Wednesday, May 04, 2011

Review: Lightkeeper's Ball by Colleen Coble

 Anybody who knows my story, knows that Colleen is my mentor and a dear friend. She's also a fabulous writer, one who sweeps me into her story world. The Mercy Falls series has been no different, and The Lightkeeper's Ball is a wonderful addition.

The setup is elaborate with Olivia Stewart finding herself backed into a position where she must marry a man she doesn't know -- and one she fears killed her sister. She agrees to cross the country to see him, but only if he doesn't know she's coming. Then Harrison Bennett is even less interested in marrying her. He's convinced her sister used him, and has no intention of committing to marry another Stewart. From her first moment near Mercy Falls, Olivia's life is threatened and makes a decision that could protect her life, but cost her love. The intensity of the story doesn't falter as Olivia and Harrison work from opposite ends to solve the mystery. Add in romance and a fascinating historical timeperiod, and the book was one I couldn't walk away from. 

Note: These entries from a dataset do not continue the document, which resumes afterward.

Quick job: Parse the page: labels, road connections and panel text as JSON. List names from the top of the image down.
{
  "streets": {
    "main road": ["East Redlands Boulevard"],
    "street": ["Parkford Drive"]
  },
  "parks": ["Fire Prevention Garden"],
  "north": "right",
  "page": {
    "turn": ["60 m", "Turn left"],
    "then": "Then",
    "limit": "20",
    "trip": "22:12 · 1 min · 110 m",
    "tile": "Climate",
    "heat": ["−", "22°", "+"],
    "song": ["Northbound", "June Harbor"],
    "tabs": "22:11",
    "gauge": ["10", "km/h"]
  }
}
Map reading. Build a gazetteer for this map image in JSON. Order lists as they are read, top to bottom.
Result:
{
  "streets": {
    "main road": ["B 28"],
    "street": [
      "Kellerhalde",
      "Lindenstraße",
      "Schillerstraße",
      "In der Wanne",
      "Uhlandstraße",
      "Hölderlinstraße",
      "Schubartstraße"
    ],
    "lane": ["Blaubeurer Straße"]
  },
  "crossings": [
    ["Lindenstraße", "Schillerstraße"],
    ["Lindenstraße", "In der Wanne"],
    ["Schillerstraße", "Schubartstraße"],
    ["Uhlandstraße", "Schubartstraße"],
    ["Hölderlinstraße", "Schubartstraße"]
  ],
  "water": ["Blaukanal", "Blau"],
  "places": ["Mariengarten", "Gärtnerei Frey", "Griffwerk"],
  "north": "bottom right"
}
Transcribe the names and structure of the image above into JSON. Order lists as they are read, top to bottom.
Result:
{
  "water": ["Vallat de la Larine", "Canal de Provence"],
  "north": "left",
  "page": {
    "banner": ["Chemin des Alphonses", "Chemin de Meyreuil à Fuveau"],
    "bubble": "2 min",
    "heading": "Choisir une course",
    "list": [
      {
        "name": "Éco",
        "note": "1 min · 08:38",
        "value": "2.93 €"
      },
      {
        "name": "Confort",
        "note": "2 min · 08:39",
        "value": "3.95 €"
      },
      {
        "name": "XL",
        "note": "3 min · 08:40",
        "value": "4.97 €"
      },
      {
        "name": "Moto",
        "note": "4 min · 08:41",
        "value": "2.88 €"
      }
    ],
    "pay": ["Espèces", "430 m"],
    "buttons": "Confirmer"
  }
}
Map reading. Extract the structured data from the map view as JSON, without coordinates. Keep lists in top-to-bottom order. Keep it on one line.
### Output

For those who have read the earlier installments, you will delight in seeing former lead characters play supporting roles. But for those who this book would mark your first foray into Mercy Falls, you will find the book a delightful stand alone.

What do I have to offer this world?  Can I really be loved for who I am on the outside and not for how others view me?  Where does my true significance come from?  In her third installment of the Mercy Falls series, The Lightkeeper’s Ball, award-winning author Colleen Coble will answer these questions while leading her readers down a path of betrayal, desire and ultimate fulfillment.

  The Mercy Falls series centers on a small town in California and its lighthouse.  Coble uses the lighthouse as a reminder that Jesus is our lighthouse always leading us home.  In her latest addition to the series, the main characters must wrestle with their desire to find fulfillment in more than their work and money while being hunted by those who are holding on to resentment and unforgiveness.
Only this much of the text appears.